16. Poser un lapin

59 6 2
                                    

"21h30"

C'est la seule mention sur la carte du bouquet. Abelone a eu tout le temps de la trouver dans le métro qui la ramène à sa miséreuse solitude. Dommage pour ce connard, elle ne serait pas là pour voir ce que son esprit tordu lui a concocté.

Elle tire son dernier trousseau de clefs de son sac en remontant le couloir parcouru mille et une fois. Une fois de trop!
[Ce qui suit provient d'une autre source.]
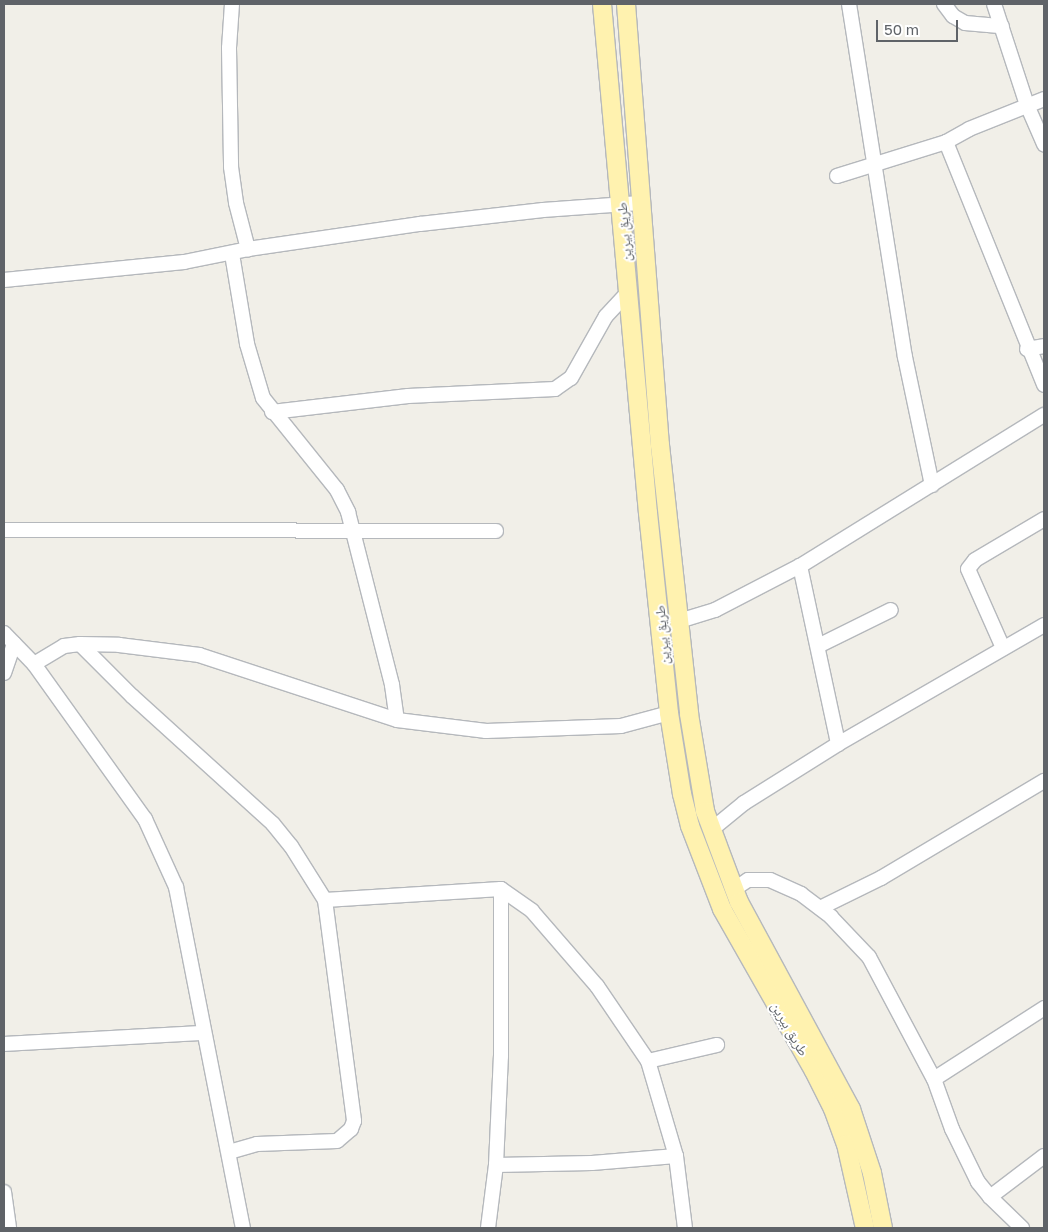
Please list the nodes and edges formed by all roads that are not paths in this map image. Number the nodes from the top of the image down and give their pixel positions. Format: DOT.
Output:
graph roads {
  1 [pos="232,4"];
  2 [pos="602,4"];
  3 [pos="626,4"];
  4 [pos="849,4"];
  5 [pos="944,4"];
  6 [pos="994,4"];
  7 [pos="1002,26"];
  8 [pos="1044,99"];
  9 [pos="1027,105"];
  10 [pos="946,142"];
  11 [pos="1044,144"];
  12 [pos="875,164"];
  13 [pos="837,176"];
  14 [pos="622,204"];
  15 [pos="640,204"];
  16 [pos="248,249"];
  17 [pos="232,254"];
  18 [pos="4,280"];
  19 [pos="629,291"];
  20 [pos="1044,346"];
  21 [pos="1027,349"];
  22 [pos="1044,385"];
  23 [pos="272,412"];
  24 [pos="1044,415"];
  25 [pos="932,485"];
  26 [pos="667,512"];
  27 [pos="648,513"];
  28 [pos="1044,520"];
  29 [pos="4,530"];
  30 [pos="496,531"];
  31 [pos="354,532"];
  32 [pos="800,566"];
  33 [pos="891,610"];
  34 [pos="679,621"];
  35 [pos="1044,625"];
  36 [pos="4,633"];
  37 [pos="14,644"];
  38 [pos="80,644"];
  39 [pos="818,646"];
  40 [pos="1003,648"];
  41 [pos="34,664"];
  42 [pos="4,673"];
  43 [pos="669,713"];
  44 [pos="397,720"];
  45 [pos="838,744"];
  46 [pos="1044,781"];
  47 [pos="711,830"];
  48 [pos="502,889"];
  49 [pos="733,890"];
  50 [pos="324,900"];
  51 [pos="820,908"];
  52 [pos="1044,1008"];
  53 [pos="203,1033"];
  54 [pos="4,1044"];
  55 [pos="717,1045"];
  56 [pos="648,1061"];
  57 [pos="934,1080"];
  58 [pos="229,1152"];
  59 [pos="676,1156"];
  60 [pos="1044,1156"];
  61 [pos="496,1165"];
  62 [pos="4,1192"];
  63 [pos="990,1197"];
  64 [pos="9,1228"];
  65 [pos="243,1228"];
  66 [pos="488,1228"];
  67 [pos="685,1228"];
  68 [pos="865,1228"];
  69 [pos="883,1228"];
  70 [pos="1022,1228"];
  1 -- 16 [label="street"];
  2 -- 14 [label="main road, طريق بيرين"];
  3 -- 15 [label="main road, طريق بيرين"];
  4 -- 12 [label="street"];
  5 -- 7 [label="street"];
  6 -- 7 [label="street"];
  7 -- 9 [label="street"];
  8 -- 9 [label="street"];
  9 -- 10 [label="street"];
  9 -- 11 [label="street"];
  10 -- 12 [label="street"];
  10 -- 21 [label="street"];
  12 -- 13 [label="street"];
  12 -- 25 [label="street"];
  14 -- 15 [label="street"];
  14 -- 16 [label="street"];
  14 -- 19 [label="main road, طريق بيرين"];
  15 -- 26 [label="main road, طريق بيرين"];
  16 -- 17 [label="street"];
  17 -- 18 [label="street"];
  17 -- 23 [label="street"];
  19 -- 23 [label="street"];
  19 -- 27 [label="main road, طريق بيرين"];
  20 -- 21 [label="street"];
  21 -- 22 [label="street"];
  23 -- 31 [label="street"];
  24 -- 25 [label="street"];
  25 -- 32 [label="street"];
  26 -- 27 [label="main road"];
  26 -- 34 [label="main road, طريق بيرين"];
  27 -- 43 [label="main road, طريق بيرين"];
  28 -- 40 [label="street"];
  29 -- 31 [label="street"];
  30 -- 31 [label="street"];
  31 -- 44 [label="street"];
  32 -- 34 [label="street"];
  32 -- 39 [label="street"];
  33 -- 39 [label="street"];
  34 -- 47 [label="main road, طريق بيرين"];
  35 -- 40 [label="street"];
  36 -- 37 [label="street"];
  37 -- 41 [label="street"];
  37 -- 42 [label="street"];
  38 -- 41 [label="street"];
  38 -- 44 [label="street"];
  38 -- 50 [label="street"];
  39 -- 45 [label="street"];
  40 -- 45 [label="street"];
  41 -- 53 [label="street"];
  43 -- 44 [label="street"];
  43 -- 68 [label="main road, طريق بيرين"];
  45 -- 47 [label="street"];
  46 -- 51 [label="street"];
  47 -- 49 [label="main road, طريق بيرين"];
  48 -- 50 [label="street"];
  48 -- 56 [label="street"];
  48 -- 61 [label="street"];
  49 -- 51 [label="street"];
  49 -- 69 [label="main road, طريق بيرين"];
  50 -- 58 [label="street"];
  51 -- 57 [label="street"];
  52 -- 57 [label="street"];
  53 -- 54 [label="street"];
  53 -- 58 [label="street"];
  55 -- 56 [label="street"];
  56 -- 59 [label="street"];
  57 -- 63 [label="street"];
  58 -- 65 [label="street"];
  59 -- 61 [label="street"];
  59 -- 67 [label="street"];
  60 -- 63 [label="street"];
  61 -- 66 [label="street"];
  62 -- 64 [label="street"];
  63 -- 70 [label="street"];
}
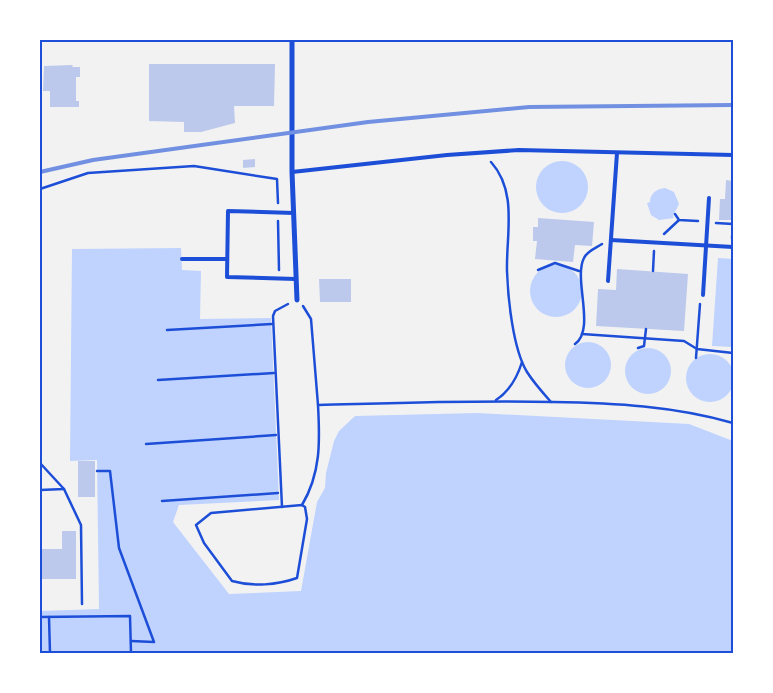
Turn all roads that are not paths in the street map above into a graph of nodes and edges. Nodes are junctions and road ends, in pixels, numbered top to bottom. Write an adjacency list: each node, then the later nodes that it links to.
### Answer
1 (292, 40): 4 (street)
2 (617, 153): 3 (lane); 4 (lane); 7 (lane)
3 (733, 155)
4 (292, 172): 6 (street)
5 (709, 198): 8 (lane)
6 (294, 213): 11 (lane); 12 (street)
7 (611, 240): 8 (lane); 13 (lane)
8 (706, 246): 9 (lane); 14 (lane)
9 (732, 247)
10 (182, 259): 11 (lane)
11 (227, 259): 12 (lane)
12 (296, 279): 15 (street)
13 (608, 281)
14 (703, 295)
15 (297, 300)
Le panneton en avant, elle s'apprête à le glisser dans la serrure et se statufie: à peine l'a-t-elle frôlé que le battant s'écarte en grinçant. « Fait chier! »

Elle donne un coup dedans, assez fort pour qu'il claque contre le mur. Personne n'est en embuscade derrière. Elle abandonne ses charges dans l'entrée pour saisir la barre anti-intrusion institutionnelle. Un rapide tour des lieux la rassure et l'enrage tout à la fois. Personne ne squatte, mais ceux passés par là ne sont pas partis les mains vides.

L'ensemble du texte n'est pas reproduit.